September 21st, 2005


Can't you hear the storm rising?

Kate Bush, "King of the Mountain"
First played on Radio 2, 21 September 2005, 10:07 a.m.

['listen again' on R2 with RealPlayer | Download mp3]

It's the first time we've heard so much as a high-pitched squeak from Kate Bush in over a decade, and that's got to be a momentous occasion. Ken Bruce tries to announce the song without too much build-up, but even he can't keep the excitement out of his voice. You can feel the tension building as we all wait for something whose shape we don't yet know. It's in the trees! It's coming!

And when it comes... it's pure Kate. With a voice that shines through the rough, tangled texture of the music like sunlight reflected on steel, she slips effortlessly back into the place that's been reserved for her. "King of the Mountain" isn't a big comeback number; it's just as if the intervening 12 years never happened. The sense of yearning and striving that characterised 1992's The Red Shoes is as strong as ever:
Could you climb higher and higher?
Could you climb right over the top?
and the simple lyricism is set like a jewel in a rich mythical landscape, a fairytale land with dark shadows amidst its snows.
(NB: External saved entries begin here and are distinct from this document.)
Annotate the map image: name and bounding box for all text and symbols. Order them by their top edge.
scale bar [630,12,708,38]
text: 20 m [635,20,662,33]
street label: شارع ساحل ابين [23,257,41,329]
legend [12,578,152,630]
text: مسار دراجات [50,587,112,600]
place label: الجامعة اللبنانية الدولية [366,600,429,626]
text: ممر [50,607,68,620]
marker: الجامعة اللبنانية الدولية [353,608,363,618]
It would be extravagant to suggest that the figure of the "King of the Mountain", the slumbering hero waiting to reawaken and redeem the land, is a suitable symbol for Kate's return to recording; but the mood of the song is one of awakening. It's a restless, windswept swell of rising energy that can't help but stir something into life that lay buried there, that lay buried deep.
The wind is whistling
The wind is whistling through the house
It's a perfect song for the turning seasons; an autumnal song, with the cold wind catching at its coat-sleeves, bringing a promise of winter. It's too early to say exactly what that wind will carry on its currents; but we're watching from the windows, and we can hear the storm rising outside.

I'm wasting all your time

So I was in the kitchen, making myself a cup of coffee, I call it the idiot drink, and decided to have one of the doughnuts that Anne had provided for her birthday, not that a birthday's anything to celebrate, ho ho, 21 again, another year closer to another birthday. And the man who was standing there whose name I probably still won't know when I shake the dust of this place from my shoes several months down the line said "Ooh, they're not good for you, you know," and I laughed and said "Well, ho ho, it'll cheer me up, and that's good for me," and did that slight breathy laugh that you do for laughing at your own jokes not because they're funny but to tag them as jokes because they're not funny and otherwise you might not notice and then it's straight into the valley of funny looks and sidling past in corridors. Then I tried to get out through the door with a cup of coffee in one hand and the doughnut slowly oozing jam in the other, arsing the door open with a huff of the hips and then catching it on a foot or an elbow or an oh as if it matters, and somehow the doorhandle swung into my back, so that I made an involuntary "ngh" sound from somewhere down in my belly, and then I worried for the whole way back to my desk that it had sounded as though I'd made a hoggy little "mmm" sound at the prospect of a big cheap sticky doughnut all scratchy with sugar and full of pink plastic jam. And that was my morning.

(no subject)

I wonder if you can mix All-Bran with Bovril to create a tasty low-fat high-fibre snacky soup experience? There's no punchline here, I'm just bored.